[Dataset entries]
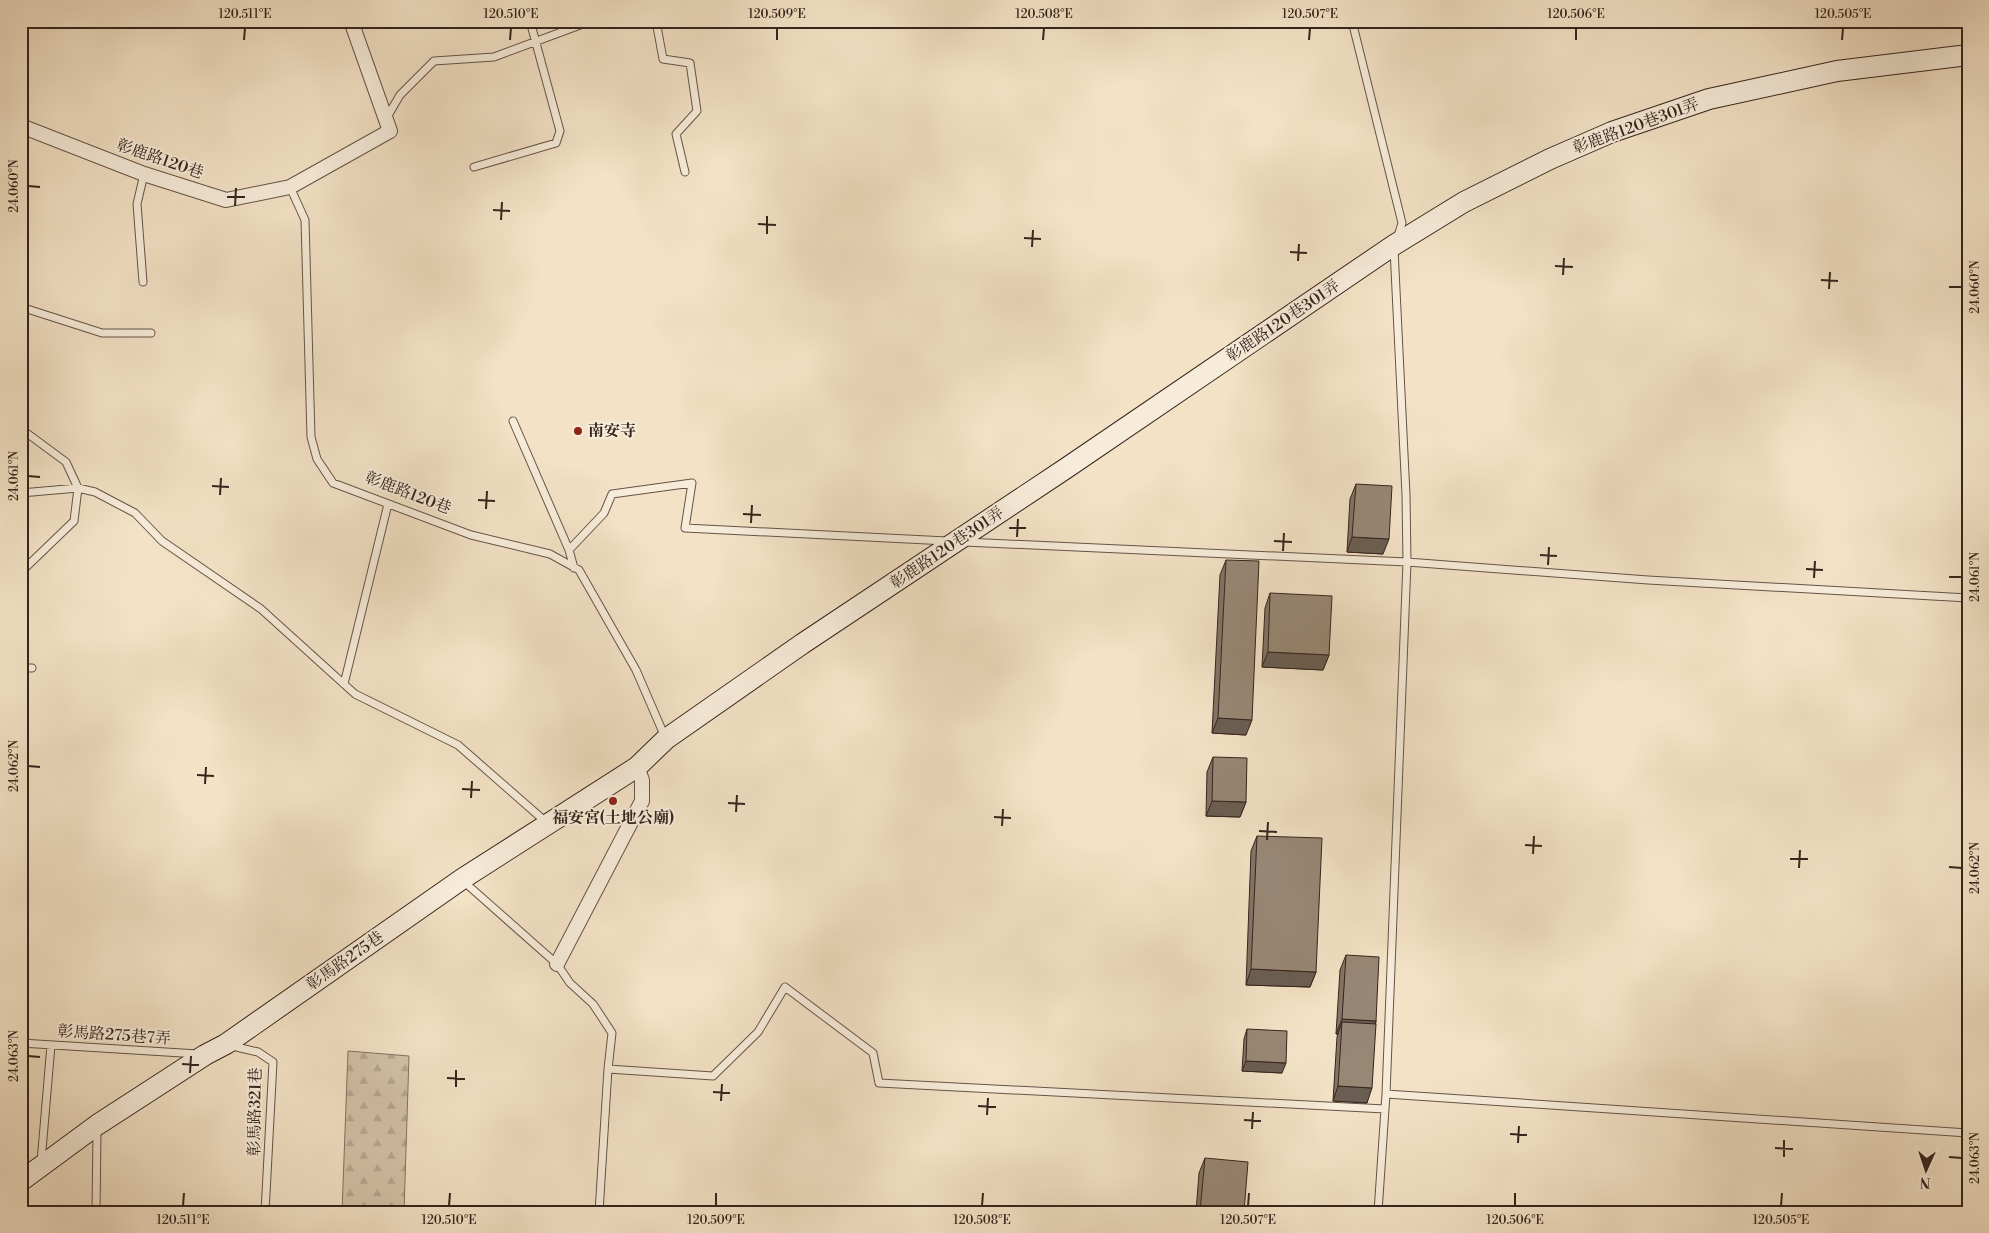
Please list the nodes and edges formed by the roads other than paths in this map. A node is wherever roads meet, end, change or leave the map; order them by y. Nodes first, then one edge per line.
1 (265, 21) edge
2 (350, 21) edge
3 (530, 21) edge
4 (591, 21) edge
5 (656, 21) edge
6 (1352, 21) edge
7 (193, 24) dead end
8 (536, 43) junction
9 (1968, 55) edge
10 (21, 126) edge
11 (388, 126) junction
12 (474, 167) dead end
13 (685, 172) dead end
14 (144, 174) junction
15 (290, 187) junction
16 (1394, 246) junction
17 (144, 282) dead end
18 (21, 307) edge
19 (151, 334) dead end
20 (21, 411) edge
21 (513, 421) dead end
22 (78, 488) junction
23 (21, 493) edge
24 (388, 504) junction
25 (957, 542) junction
26 (569, 550) junction
27 (1407, 562) junction
28 (574, 568) junction
29 (21, 572) edge
30 (1968, 598) edge
31 (21, 668) edge
32 (32, 668) dead end
33 (344, 684) junction
34 (666, 739) junction
35 (637, 767) junction
36 (549, 824) junction
37 (462, 879) junction
38 (557, 964) junction
39 (21, 1043) edge
40 (226, 1044) junction
41 (50, 1045) junction
42 (205, 1055) junction
43 (608, 1069) junction
44 (1386, 1094) junction
45 (1386, 1109) junction
46 (97, 1125) junction
47 (1968, 1133) edge
48 (41, 1167) junction
49 (21, 1181) edge
50 (96, 1212) edge
51 (265, 1212) edge
52 (599, 1212) edge
53 (1378, 1212) edge

1 - 7 lane
2 - 11 street
3 - 8 lane
4 - 8 lane
5 - 13 lane
6 - 16 lane
8 - 11 lane
8 - 12 lane
9 - 16 street, 彰鹿路120巷301弄
10 - 14 street, 彰鹿路120巷
11 - 15 street, 彰鹿路120巷
14 - 15 street, 彰鹿路120巷
14 - 17 lane
15 - 24 lane, 彰鹿路120巷
16 - 25 street, 彰鹿路120巷301弄
16 - 27 lane
18 - 19 lane
20 - 22 lane
21 - 26 lane
22 - 23 lane
22 - 29 lane
22 - 33 lane
24 - 28 lane, 彰鹿路120巷
24 - 33 lane
25 - 26 lane
25 - 27 lane
25 - 34 street, 彰鹿路120巷301弄
26 - 28 lane
27 - 30 lane
27 - 44 lane
28 - 34 lane, 彰鹿路120巷
31 - 32 lane
33 - 36 lane
34 - 35 street, 彰馬路275巷
35 - 36 street, 彰馬路275巷
35 - 38 street
36 - 37 street, 彰馬路275巷
37 - 38 lane
37 - 40 street, 彰馬路275巷
38 - 43 lane
39 - 41 lane, 彰馬路275巷7弄
40 - 42 street, 彰馬路275巷
40 - 51 lane, 彰馬路321巷
41 - 42 lane, 彰馬路275巷7弄
41 - 48 lane
42 - 46 street, 彰馬路275巷
43 - 45 lane
43 - 52 lane
44 - 45 lane
44 - 47 lane
45 - 53 lane
46 - 48 street, 彰馬路275巷
46 - 50 lane
48 - 49 street, 彰馬路275巷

> [Aim of the exercise]:
Reply with only the number of lines in the entries that contain the word "dead".

> [Solution for this problem]:
7